**WHAT THE TASK REQUIRES**
In full and word for word, give the records again.

**Stored data entries**
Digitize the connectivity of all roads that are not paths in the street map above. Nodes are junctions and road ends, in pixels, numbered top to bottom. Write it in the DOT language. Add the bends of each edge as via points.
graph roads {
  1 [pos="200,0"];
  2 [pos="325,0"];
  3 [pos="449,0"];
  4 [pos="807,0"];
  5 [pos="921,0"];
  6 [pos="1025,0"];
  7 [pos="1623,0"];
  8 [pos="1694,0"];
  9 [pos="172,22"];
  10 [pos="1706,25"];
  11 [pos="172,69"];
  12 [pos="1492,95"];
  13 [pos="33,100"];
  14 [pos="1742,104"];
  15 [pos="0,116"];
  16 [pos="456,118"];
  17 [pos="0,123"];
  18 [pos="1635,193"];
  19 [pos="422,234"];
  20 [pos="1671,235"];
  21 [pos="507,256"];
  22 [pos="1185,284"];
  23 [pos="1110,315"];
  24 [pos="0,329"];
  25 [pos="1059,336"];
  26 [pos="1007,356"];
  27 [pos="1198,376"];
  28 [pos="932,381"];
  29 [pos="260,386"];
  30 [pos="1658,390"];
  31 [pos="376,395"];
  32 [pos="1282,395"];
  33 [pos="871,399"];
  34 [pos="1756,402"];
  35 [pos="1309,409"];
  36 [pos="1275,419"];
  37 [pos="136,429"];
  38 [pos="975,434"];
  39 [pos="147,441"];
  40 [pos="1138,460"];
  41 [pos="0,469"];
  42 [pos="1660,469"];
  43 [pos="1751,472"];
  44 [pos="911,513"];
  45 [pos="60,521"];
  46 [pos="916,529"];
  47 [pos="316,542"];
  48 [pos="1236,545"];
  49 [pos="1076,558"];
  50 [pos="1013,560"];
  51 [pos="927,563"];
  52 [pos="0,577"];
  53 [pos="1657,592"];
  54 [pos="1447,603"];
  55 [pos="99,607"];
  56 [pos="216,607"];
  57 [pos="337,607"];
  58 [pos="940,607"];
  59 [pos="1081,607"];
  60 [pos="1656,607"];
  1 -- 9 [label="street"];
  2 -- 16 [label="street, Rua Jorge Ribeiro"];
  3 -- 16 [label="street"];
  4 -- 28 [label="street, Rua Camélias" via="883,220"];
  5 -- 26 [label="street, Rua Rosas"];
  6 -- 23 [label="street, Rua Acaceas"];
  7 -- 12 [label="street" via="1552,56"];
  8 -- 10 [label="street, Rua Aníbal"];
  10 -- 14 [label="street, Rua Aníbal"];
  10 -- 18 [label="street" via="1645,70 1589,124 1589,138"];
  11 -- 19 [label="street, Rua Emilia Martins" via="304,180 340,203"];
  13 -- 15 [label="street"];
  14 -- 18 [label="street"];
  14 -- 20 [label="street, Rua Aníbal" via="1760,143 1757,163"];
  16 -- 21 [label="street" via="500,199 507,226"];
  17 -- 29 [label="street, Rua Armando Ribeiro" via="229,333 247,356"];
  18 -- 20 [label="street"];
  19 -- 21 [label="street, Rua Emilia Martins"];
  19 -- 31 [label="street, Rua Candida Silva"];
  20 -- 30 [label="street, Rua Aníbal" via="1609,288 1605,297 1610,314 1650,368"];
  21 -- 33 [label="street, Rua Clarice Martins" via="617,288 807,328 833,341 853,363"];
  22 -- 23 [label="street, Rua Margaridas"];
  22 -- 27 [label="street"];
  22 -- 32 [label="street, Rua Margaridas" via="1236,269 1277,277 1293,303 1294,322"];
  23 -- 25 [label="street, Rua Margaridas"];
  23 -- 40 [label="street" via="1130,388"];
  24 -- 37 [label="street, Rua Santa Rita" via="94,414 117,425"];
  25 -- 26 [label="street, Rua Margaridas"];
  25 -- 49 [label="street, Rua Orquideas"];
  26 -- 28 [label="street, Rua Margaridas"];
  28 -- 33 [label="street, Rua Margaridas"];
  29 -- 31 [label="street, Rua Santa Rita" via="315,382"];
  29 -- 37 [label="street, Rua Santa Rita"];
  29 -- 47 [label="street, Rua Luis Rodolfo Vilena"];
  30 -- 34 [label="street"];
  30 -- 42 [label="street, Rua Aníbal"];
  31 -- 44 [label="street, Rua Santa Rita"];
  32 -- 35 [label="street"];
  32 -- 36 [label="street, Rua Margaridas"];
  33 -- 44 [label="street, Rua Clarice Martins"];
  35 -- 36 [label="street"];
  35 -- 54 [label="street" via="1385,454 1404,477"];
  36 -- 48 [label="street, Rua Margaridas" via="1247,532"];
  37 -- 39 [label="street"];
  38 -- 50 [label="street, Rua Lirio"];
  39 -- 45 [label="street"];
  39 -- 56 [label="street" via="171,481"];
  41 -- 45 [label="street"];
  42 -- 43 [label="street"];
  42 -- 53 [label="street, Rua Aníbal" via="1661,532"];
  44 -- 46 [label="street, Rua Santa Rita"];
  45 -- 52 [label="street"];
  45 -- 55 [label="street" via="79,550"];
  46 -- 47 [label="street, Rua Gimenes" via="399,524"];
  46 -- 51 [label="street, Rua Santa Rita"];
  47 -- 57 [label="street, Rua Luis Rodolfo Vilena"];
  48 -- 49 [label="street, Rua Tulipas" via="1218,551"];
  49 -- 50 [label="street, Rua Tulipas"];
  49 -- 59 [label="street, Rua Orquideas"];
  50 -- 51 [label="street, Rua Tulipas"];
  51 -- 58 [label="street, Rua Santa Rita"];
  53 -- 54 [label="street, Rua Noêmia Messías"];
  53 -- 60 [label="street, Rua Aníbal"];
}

**SOLUTION TO THE EXERCISE**
Digitize the connectivity of all roads that are not paths in the street map above. Nodes are junctions and road ends, in pixels, numbered top to bottom. Write it in the DOT language. Add the bends of each edge as via points.
graph roads {
  1 [pos="200,0"];
  2 [pos="325,0"];
  3 [pos="449,0"];
  4 [pos="807,0"];
  5 [pos="921,0"];
  6 [pos="1025,0"];
  7 [pos="1623,0"];
  8 [pos="1694,0"];
  9 [pos="172,22"];
  10 [pos="1706,25"];
  11 [pos="172,69"];
  12 [pos="1492,95"];
  13 [pos="33,100"];
  14 [pos="1742,104"];
  15 [pos="0,116"];
  16 [pos="456,118"];
  17 [pos="0,123"];
  18 [pos="1635,193"];
  19 [pos="422,234"];
  20 [pos="1671,235"];
  21 [pos="507,256"];
  22 [pos="1185,284"];
  23 [pos="1110,315"];
  24 [pos="0,329"];
  25 [pos="1059,336"];
  26 [pos="1007,356"];
  27 [pos="1198,376"];
  28 [pos="932,381"];
  29 [pos="260,386"];
  30 [pos="1658,390"];
  31 [pos="376,395"];
  32 [pos="1282,395"];
  33 [pos="871,399"];
  34 [pos="1756,402"];
  35 [pos="1309,409"];
  36 [pos="1275,419"];
  37 [pos="136,429"];
  38 [pos="975,434"];
  39 [pos="147,441"];
  40 [pos="1138,460"];
  41 [pos="0,469"];
  42 [pos="1660,469"];
  43 [pos="1751,472"];
  44 [pos="911,513"];
  45 [pos="60,521"];
  46 [pos="916,529"];
  47 [pos="316,542"];
  48 [pos="1236,545"];
  49 [pos="1076,558"];
  50 [pos="1013,560"];
  51 [pos="927,563"];
  52 [pos="0,577"];
  53 [pos="1657,592"];
  54 [pos="1447,603"];
  55 [pos="99,607"];
  56 [pos="216,607"];
  57 [pos="337,607"];
  58 [pos="940,607"];
  59 [pos="1081,607"];
  60 [pos="1656,607"];
  1 -- 9 [label="street"];
  2 -- 16 [label="street, Rua Jorge Ribeiro"];
  3 -- 16 [label="street"];
  4 -- 28 [label="street, Rua Camélias" via="883,220"];
  5 -- 26 [label="street, Rua Rosas"];
  6 -- 23 [label="street, Rua Acaceas"];
  7 -- 12 [label="street" via="1552,56"];
  8 -- 10 [label="street, Rua Aníbal"];
  10 -- 14 [label="street, Rua Aníbal"];
  10 -- 18 [label="street" via="1645,70 1589,124 1589,138"];
  11 -- 19 [label="street, Rua Emilia Martins" via="304,180 340,203"];
  13 -- 15 [label="street"];
  14 -- 18 [label="street"];
  14 -- 20 [label="street, Rua Aníbal" via="1760,143 1757,163"];
  16 -- 21 [label="street" via="500,199 507,226"];
  17 -- 29 [label="street, Rua Armando Ribeiro" via="229,333 247,356"];
  18 -- 20 [label="street"];
  19 -- 21 [label="street, Rua Emilia Martins"];
  19 -- 31 [label="street, Rua Candida Silva"];
  20 -- 30 [label="street, Rua Aníbal" via="1609,288 1605,297 1610,314 1650,368"];
  21 -- 33 [label="street, Rua Clarice Martins" via="617,288 807,328 833,341 853,363"];
  22 -- 23 [label="street, Rua Margaridas"];
  22 -- 27 [label="street"];
  22 -- 32 [label="street, Rua Margaridas" via="1236,269 1277,277 1293,303 1294,322"];
  23 -- 25 [label="street, Rua Margaridas"];
  23 -- 40 [label="street" via="1130,388"];
  24 -- 37 [label="street, Rua Santa Rita" via="94,414 117,425"];
  25 -- 26 [label="street, Rua Margaridas"];
  25 -- 49 [label="street, Rua Orquideas"];
  26 -- 28 [label="street, Rua Margaridas"];
  28 -- 33 [label="street, Rua Margaridas"];
  29 -- 31 [label="street, Rua Santa Rita" via="315,382"];
  29 -- 37 [label="street, Rua Santa Rita"];
  29 -- 47 [label="street, Rua Luis Rodolfo Vilena"];
  30 -- 34 [label="street"];
  30 -- 42 [label="street, Rua Aníbal"];
  31 -- 44 [label="street, Rua Santa Rita"];
  32 -- 35 [label="street"];
  32 -- 36 [label="street, Rua Margaridas"];
  33 -- 44 [label="street, Rua Clarice Martins"];
  35 -- 36 [label="street"];
  35 -- 54 [label="street" via="1385,454 1404,477"];
  36 -- 48 [label="street, Rua Margaridas" via="1247,532"];
  37 -- 39 [label="street"];
  38 -- 50 [label="street, Rua Lirio"];
  39 -- 45 [label="street"];
  39 -- 56 [label="street" via="171,481"];
  41 -- 45 [label="street"];
  42 -- 43 [label="street"];
  42 -- 53 [label="street, Rua Aníbal" via="1661,532"];
  44 -- 46 [label="street, Rua Santa Rita"];
  45 -- 52 [label="street"];
  45 -- 55 [label="street" via="79,550"];
  46 -- 47 [label="street, Rua Gimenes" via="399,524"];
  46 -- 51 [label="street, Rua Santa Rita"];
  47 -- 57 [label="street, Rua Luis Rodolfo Vilena"];
  48 -- 49 [label="street, Rua Tulipas" via="1218,551"];
  49 -- 50 [label="street, Rua Tulipas"];
  49 -- 59 [label="street, Rua Orquideas"];
  50 -- 51 [label="street, Rua Tulipas"];
  51 -- 58 [label="street, Rua Santa Rita"];
  53 -- 54 [label="street, Rua Noêmia Messías"];
  53 -- 60 [label="street, Rua Aníbal"];
}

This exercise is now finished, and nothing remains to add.